• Provided records:

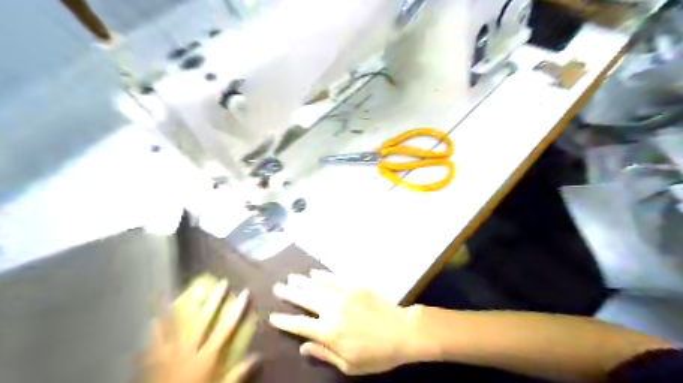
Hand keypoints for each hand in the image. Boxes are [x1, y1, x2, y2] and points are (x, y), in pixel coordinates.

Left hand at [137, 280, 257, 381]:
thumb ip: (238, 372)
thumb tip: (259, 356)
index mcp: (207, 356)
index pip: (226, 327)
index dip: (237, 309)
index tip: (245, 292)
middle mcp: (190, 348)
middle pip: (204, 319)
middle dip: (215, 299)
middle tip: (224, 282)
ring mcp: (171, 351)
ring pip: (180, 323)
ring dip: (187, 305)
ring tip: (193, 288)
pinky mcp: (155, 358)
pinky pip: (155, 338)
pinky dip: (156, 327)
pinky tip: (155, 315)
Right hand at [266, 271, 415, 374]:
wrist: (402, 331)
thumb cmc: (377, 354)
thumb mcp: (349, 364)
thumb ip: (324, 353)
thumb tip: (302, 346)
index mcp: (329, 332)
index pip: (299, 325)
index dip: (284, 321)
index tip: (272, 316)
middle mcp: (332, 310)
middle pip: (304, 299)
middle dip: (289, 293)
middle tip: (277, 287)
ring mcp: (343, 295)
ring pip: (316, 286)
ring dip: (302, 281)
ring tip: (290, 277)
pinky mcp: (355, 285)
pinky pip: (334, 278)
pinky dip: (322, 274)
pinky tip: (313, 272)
...
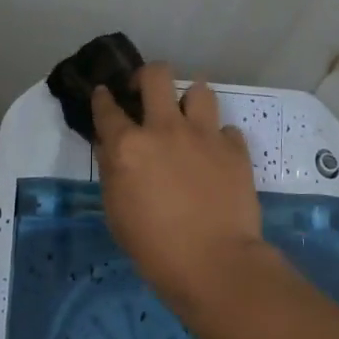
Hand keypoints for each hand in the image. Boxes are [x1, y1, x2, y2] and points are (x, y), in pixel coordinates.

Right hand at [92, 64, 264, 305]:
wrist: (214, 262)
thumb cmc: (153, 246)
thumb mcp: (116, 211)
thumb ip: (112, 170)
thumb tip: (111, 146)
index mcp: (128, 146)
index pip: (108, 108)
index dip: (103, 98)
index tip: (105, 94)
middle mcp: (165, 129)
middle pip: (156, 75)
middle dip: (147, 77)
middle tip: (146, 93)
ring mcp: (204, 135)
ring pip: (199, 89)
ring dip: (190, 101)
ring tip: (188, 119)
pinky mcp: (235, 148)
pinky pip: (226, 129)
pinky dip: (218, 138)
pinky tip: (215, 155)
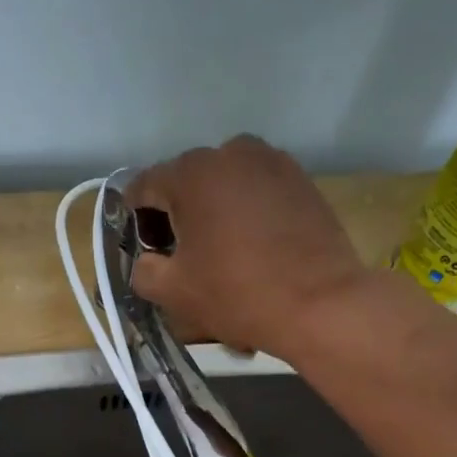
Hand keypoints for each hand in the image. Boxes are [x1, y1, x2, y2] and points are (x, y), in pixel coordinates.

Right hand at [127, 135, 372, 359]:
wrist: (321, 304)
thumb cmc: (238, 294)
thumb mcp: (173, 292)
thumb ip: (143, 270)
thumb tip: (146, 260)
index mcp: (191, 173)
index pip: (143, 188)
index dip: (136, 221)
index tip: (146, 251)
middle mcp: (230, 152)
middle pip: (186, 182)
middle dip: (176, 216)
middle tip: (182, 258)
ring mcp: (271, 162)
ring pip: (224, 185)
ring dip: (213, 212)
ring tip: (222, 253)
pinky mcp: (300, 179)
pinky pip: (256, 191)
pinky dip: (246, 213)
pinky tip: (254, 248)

• What needs to be done:
Repeat, character for character, the lines of the material above from the line with "middle mcp: (230, 152)" through the line with "pinky tip: (254, 248)".

• Answer box:
middle mcp: (230, 152)
middle pip: (186, 182)
middle dip: (176, 216)
middle tip: (182, 258)
ring mcp: (271, 162)
ring pip: (224, 185)
ring dip: (213, 212)
ring tip: (222, 253)
pinky mcp: (300, 179)
pinky pip: (256, 191)
pinky dip: (246, 213)
pinky tip: (254, 248)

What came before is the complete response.